How can we get ahead of this epidemic? Prison authorities should screen each prisoner for the presence of HCV. Colorado, Indiana and a few other states already do. Infected inmates who are most likely to spread the virus to other prisoners through drug use, sexual contact or antisocial behavior should be separated from noninfected inmates to halt the spread of disease. Anyone found to be infected should get counseling, education, and early and aggressive medical intervention. With a cure rate now greater than 50%, this makes medical and financial sense, avoiding the need for more expensive treatment down the line. Cured prisoners no longer pose a threat of transmission either in prison or after re-entering society.
Healthcare organizations should cooperate with the prison system on continuing clinical HCV research. With infected inmates composing about 10% of all Americans infected with HCV, the prison system offers an ideal resource for studying treatment options.

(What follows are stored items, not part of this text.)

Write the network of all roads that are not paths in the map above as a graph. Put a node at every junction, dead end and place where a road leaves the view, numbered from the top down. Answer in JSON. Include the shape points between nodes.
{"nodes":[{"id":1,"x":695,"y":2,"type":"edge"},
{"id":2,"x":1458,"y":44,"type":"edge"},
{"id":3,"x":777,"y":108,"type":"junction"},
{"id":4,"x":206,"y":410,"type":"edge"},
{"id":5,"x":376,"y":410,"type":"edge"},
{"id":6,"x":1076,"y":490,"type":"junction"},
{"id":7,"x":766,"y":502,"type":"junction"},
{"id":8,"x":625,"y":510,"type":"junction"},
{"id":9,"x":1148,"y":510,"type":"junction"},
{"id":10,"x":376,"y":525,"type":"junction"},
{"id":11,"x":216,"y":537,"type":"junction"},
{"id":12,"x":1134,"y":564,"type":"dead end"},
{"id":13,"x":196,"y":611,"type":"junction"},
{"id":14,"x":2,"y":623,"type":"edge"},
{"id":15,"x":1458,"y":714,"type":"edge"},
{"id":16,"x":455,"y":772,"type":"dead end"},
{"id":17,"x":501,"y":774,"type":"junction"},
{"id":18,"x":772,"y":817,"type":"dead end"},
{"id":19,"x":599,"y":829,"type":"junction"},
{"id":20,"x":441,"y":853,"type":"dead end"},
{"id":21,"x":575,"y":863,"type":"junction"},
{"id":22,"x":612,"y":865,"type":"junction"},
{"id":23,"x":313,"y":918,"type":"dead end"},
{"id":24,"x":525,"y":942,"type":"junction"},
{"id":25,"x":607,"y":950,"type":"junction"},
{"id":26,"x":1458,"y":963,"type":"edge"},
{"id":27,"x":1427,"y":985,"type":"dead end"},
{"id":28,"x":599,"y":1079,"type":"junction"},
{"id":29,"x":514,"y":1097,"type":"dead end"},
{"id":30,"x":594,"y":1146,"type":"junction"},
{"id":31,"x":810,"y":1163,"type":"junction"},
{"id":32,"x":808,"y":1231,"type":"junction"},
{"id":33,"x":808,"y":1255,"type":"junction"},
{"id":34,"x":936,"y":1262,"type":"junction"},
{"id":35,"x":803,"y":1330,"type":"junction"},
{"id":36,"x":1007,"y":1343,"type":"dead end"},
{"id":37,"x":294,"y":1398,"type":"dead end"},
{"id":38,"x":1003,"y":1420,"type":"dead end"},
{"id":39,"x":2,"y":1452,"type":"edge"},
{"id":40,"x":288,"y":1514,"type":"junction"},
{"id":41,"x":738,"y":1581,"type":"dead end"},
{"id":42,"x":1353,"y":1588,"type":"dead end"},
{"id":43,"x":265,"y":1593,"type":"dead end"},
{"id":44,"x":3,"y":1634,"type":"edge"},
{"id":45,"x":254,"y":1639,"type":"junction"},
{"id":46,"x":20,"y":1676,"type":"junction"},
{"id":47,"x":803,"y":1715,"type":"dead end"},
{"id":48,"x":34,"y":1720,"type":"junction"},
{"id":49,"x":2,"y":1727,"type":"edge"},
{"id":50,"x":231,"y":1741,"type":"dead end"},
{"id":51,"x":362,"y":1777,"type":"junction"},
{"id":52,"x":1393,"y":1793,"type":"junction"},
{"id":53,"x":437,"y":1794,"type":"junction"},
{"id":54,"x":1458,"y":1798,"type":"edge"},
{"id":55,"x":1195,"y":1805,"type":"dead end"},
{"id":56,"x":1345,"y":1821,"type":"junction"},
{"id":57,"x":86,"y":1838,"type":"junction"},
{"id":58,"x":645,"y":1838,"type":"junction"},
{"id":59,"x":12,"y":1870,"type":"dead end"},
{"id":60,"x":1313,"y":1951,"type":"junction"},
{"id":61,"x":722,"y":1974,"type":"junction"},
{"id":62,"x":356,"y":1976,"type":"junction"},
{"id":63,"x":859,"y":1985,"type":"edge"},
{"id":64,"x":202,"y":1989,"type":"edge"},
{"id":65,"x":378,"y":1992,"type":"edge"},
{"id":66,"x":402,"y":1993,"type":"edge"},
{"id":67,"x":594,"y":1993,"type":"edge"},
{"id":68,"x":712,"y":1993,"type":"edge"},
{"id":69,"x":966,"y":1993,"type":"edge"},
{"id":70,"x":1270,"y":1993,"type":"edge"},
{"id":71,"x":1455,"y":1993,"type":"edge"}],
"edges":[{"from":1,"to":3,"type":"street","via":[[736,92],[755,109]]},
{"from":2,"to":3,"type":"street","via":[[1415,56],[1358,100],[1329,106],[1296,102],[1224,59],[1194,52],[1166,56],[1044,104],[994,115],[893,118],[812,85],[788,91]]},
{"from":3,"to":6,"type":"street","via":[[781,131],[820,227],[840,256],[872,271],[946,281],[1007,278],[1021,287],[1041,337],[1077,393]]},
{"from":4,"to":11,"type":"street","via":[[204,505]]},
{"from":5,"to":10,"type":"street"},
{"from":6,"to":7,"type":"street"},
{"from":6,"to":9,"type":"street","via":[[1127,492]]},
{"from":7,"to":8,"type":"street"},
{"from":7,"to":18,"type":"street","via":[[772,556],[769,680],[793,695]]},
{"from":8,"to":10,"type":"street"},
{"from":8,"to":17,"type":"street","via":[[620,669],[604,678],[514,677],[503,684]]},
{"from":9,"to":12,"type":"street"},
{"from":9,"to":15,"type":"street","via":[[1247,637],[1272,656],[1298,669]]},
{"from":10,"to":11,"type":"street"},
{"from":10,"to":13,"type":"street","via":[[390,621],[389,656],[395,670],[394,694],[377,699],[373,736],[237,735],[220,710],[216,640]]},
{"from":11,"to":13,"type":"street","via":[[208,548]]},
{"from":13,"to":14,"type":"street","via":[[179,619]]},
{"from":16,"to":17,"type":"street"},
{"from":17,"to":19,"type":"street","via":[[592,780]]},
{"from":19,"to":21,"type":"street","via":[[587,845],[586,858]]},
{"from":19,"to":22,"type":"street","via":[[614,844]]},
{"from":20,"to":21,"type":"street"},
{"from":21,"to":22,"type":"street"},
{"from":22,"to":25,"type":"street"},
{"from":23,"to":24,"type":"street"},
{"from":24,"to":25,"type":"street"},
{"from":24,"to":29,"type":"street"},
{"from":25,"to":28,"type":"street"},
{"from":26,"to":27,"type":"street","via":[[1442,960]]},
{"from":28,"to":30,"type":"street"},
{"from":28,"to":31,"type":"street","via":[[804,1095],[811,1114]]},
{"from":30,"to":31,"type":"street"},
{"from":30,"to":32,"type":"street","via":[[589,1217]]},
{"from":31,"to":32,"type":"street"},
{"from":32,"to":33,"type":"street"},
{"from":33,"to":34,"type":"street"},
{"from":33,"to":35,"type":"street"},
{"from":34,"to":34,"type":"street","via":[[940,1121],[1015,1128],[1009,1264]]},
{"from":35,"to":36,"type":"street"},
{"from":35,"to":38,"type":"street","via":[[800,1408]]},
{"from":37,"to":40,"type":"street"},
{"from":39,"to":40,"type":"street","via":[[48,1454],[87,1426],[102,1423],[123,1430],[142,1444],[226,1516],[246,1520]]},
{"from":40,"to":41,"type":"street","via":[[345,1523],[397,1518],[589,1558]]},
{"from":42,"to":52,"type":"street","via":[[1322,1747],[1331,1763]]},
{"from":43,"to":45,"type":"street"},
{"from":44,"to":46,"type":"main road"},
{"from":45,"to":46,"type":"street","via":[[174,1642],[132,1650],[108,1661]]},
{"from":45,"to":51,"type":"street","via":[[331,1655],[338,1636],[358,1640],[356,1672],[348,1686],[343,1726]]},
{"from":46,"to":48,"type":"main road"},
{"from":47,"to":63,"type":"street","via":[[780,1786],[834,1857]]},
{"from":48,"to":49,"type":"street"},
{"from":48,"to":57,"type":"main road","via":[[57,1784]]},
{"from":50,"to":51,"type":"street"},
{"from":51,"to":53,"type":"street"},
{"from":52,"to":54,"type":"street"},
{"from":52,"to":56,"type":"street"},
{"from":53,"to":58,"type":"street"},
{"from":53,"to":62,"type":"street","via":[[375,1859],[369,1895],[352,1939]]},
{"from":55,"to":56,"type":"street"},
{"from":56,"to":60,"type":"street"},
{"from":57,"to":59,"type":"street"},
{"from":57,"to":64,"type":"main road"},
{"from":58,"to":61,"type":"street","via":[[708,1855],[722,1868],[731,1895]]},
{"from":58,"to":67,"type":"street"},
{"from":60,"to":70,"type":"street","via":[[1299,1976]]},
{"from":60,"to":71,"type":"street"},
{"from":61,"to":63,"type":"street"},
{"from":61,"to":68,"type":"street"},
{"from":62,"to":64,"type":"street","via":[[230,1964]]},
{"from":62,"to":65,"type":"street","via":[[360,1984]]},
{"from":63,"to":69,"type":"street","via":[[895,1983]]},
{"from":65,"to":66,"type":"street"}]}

At present, most trials performed in civilian medical centers pose logistical difficulties in recruiting patients and tracking them. By volunteering, prisoners could not only benefit from the most advanced forms of treatment monitored by scientific researchers, but they would have an opportunity to repay their debt to society. The taxpayers would win, too. Rather than further straining government budgets, volunteers' treatment costs would be covered largely by drugmakers as a research expense.
Finally, the federal government must increase the National Institutes of Health research budget for HCV just as it did for HIV two decades ago. Our national research goals should include a quest for more potent and effective HCV chemotherapies as well as the development of an effective HCV vaccine. The Food and Drug Administration must put all current and future HCV trials on a fast track.
Time is running out. The gathering HCV epidemic in our prison system threatens to spill over into the general population. U.S. providers and doctors-and our communities-can't afford not to muster the political will and financial resources to check the spread of this deadly threat.
Albert Knapp is an associate professor of gastroenterology and hepatology at New York Univesity School of Medicine.